### PROBLEM REQUIREMENTS
What is needed is an exact copy of the records below, with the pictures left out.

### EXTRACTED RECORDS
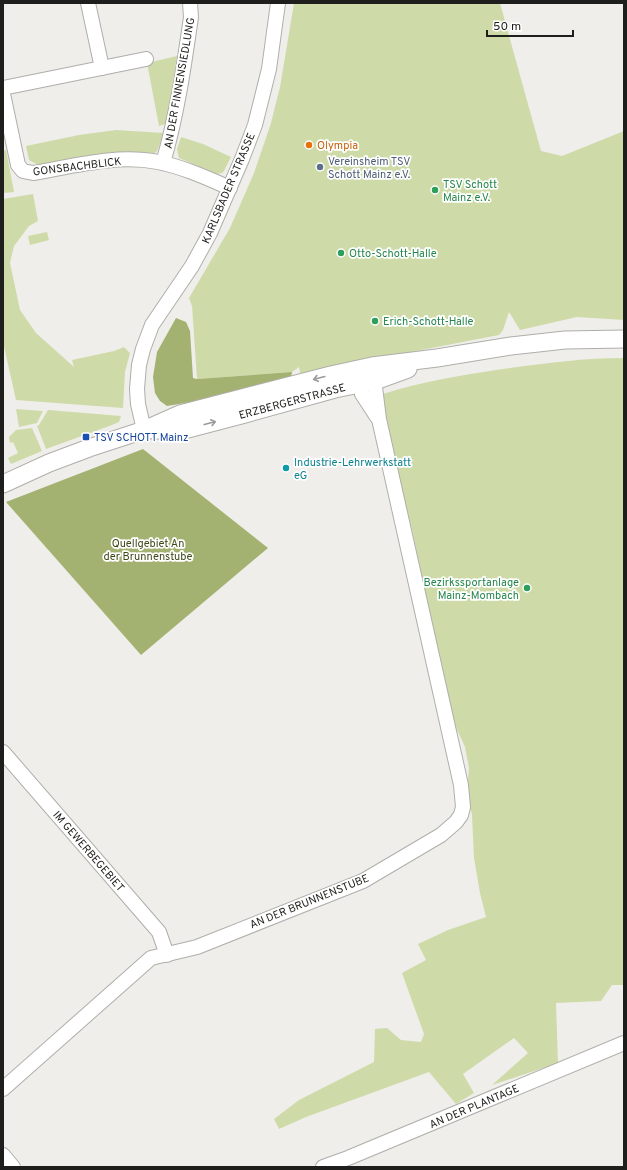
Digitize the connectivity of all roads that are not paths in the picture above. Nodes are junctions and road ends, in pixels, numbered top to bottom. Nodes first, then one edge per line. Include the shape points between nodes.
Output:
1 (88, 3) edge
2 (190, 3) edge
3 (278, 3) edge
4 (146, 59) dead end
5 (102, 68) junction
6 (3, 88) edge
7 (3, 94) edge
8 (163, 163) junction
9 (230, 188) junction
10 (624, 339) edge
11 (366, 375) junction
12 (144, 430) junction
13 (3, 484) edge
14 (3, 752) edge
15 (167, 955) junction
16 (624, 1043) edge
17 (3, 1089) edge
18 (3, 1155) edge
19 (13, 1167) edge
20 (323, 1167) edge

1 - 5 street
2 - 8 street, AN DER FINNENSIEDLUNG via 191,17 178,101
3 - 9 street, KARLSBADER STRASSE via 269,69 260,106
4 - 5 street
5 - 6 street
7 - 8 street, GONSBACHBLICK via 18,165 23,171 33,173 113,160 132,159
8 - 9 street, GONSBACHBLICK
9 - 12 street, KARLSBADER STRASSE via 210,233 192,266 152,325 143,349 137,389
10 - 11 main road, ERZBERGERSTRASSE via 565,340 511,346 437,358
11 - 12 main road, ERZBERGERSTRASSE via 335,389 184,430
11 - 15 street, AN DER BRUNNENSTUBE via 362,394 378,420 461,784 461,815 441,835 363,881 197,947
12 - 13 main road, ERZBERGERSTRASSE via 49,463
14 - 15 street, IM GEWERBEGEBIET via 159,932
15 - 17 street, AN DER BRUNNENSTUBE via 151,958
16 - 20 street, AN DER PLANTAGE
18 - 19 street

### OUTPUT FOR THIS TASK
Digitize the connectivity of all roads that are not paths in the picture above. Nodes are junctions and road ends, in pixels, numbered top to bottom. Nodes first, then one edge per line. Include the shape points between nodes.
Output:
1 (88, 3) edge
2 (190, 3) edge
3 (278, 3) edge
4 (146, 59) dead end
5 (102, 68) junction
6 (3, 88) edge
7 (3, 94) edge
8 (163, 163) junction
9 (230, 188) junction
10 (624, 339) edge
11 (366, 375) junction
12 (144, 430) junction
13 (3, 484) edge
14 (3, 752) edge
15 (167, 955) junction
16 (624, 1043) edge
17 (3, 1089) edge
18 (3, 1155) edge
19 (13, 1167) edge
20 (323, 1167) edge

1 - 5 street
2 - 8 street, AN DER FINNENSIEDLUNG via 191,17 178,101
3 - 9 street, KARLSBADER STRASSE via 269,69 260,106
4 - 5 street
5 - 6 street
7 - 8 street, GONSBACHBLICK via 18,165 23,171 33,173 113,160 132,159
8 - 9 street, GONSBACHBLICK
9 - 12 street, KARLSBADER STRASSE via 210,233 192,266 152,325 143,349 137,389
10 - 11 main road, ERZBERGERSTRASSE via 565,340 511,346 437,358
11 - 12 main road, ERZBERGERSTRASSE via 335,389 184,430
11 - 15 street, AN DER BRUNNENSTUBE via 362,394 378,420 461,784 461,815 441,835 363,881 197,947
12 - 13 main road, ERZBERGERSTRASSE via 49,463
14 - 15 street, IM GEWERBEGEBIET via 159,932
15 - 17 street, AN DER BRUNNENSTUBE via 151,958
16 - 20 street, AN DER PLANTAGE
18 - 19 street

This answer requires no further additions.